**AIM OF THE EXERCISE**
Retrieve every line of the data holding the word "roads".
━━━ PROVIDED DATA
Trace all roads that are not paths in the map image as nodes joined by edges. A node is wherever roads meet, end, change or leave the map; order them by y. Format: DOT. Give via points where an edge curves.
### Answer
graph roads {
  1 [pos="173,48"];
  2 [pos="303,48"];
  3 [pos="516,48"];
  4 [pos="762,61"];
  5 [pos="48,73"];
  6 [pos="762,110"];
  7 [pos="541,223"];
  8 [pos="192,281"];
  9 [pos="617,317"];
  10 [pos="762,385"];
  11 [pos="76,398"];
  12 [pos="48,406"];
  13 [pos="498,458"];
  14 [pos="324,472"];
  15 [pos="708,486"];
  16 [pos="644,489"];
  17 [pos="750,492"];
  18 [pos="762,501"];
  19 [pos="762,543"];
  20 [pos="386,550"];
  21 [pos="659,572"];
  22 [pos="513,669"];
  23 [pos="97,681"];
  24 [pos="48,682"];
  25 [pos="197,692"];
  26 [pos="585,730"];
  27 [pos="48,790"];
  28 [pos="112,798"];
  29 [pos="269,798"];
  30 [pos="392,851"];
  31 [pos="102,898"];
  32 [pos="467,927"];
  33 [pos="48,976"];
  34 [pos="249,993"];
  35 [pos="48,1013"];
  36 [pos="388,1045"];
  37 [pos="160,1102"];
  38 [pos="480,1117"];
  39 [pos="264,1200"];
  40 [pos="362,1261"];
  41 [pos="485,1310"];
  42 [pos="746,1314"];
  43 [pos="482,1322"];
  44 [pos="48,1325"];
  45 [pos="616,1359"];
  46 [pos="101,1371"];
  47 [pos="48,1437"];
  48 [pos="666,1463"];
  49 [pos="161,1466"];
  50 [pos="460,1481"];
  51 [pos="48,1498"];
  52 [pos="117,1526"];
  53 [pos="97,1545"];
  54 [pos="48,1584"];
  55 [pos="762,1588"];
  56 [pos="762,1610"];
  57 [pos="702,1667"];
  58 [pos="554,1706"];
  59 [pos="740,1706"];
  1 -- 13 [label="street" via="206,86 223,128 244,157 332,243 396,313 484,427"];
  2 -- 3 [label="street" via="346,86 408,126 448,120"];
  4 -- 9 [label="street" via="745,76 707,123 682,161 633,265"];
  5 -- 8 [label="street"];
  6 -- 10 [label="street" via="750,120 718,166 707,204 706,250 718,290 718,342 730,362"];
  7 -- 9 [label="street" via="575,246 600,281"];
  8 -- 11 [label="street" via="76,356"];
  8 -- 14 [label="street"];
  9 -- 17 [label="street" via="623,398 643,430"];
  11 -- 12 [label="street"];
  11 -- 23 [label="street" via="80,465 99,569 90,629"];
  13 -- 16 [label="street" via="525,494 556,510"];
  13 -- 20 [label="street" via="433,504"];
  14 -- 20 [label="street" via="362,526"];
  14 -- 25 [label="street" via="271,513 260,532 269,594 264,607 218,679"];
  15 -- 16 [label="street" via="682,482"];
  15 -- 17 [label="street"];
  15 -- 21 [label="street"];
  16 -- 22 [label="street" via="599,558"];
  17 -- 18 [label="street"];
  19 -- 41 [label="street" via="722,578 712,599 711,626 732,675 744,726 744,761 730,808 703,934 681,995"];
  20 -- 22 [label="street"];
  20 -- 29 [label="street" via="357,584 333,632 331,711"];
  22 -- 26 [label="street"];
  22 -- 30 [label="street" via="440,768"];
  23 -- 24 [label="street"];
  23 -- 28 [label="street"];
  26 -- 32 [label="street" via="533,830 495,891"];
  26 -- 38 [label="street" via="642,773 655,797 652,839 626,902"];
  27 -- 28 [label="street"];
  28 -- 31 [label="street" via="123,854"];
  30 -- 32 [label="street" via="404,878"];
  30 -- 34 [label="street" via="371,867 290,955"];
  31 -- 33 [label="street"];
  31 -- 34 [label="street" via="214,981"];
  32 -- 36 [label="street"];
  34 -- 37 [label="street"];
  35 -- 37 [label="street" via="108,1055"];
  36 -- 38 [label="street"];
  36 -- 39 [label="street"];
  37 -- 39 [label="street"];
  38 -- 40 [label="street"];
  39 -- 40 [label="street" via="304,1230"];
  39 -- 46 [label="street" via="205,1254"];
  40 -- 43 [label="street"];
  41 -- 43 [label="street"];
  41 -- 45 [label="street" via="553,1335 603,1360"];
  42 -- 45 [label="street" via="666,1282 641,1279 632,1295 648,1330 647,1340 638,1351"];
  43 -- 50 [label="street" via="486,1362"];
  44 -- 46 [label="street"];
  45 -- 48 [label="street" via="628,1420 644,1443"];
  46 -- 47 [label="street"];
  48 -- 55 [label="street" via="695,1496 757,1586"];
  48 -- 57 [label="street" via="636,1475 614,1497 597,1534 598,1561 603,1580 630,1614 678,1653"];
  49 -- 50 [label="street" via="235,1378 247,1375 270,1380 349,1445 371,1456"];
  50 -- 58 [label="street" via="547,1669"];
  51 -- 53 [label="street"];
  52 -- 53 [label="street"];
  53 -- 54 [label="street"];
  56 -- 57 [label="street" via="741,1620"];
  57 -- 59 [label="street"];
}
━━━━━━
**ANSWER SPACE**
Trace all roads that are not paths in the map image as nodes joined by edges. A node is wherever roads meet, end, change or leave the map; order them by y. Format: DOT. Give via points where an edge curves.
graph roads {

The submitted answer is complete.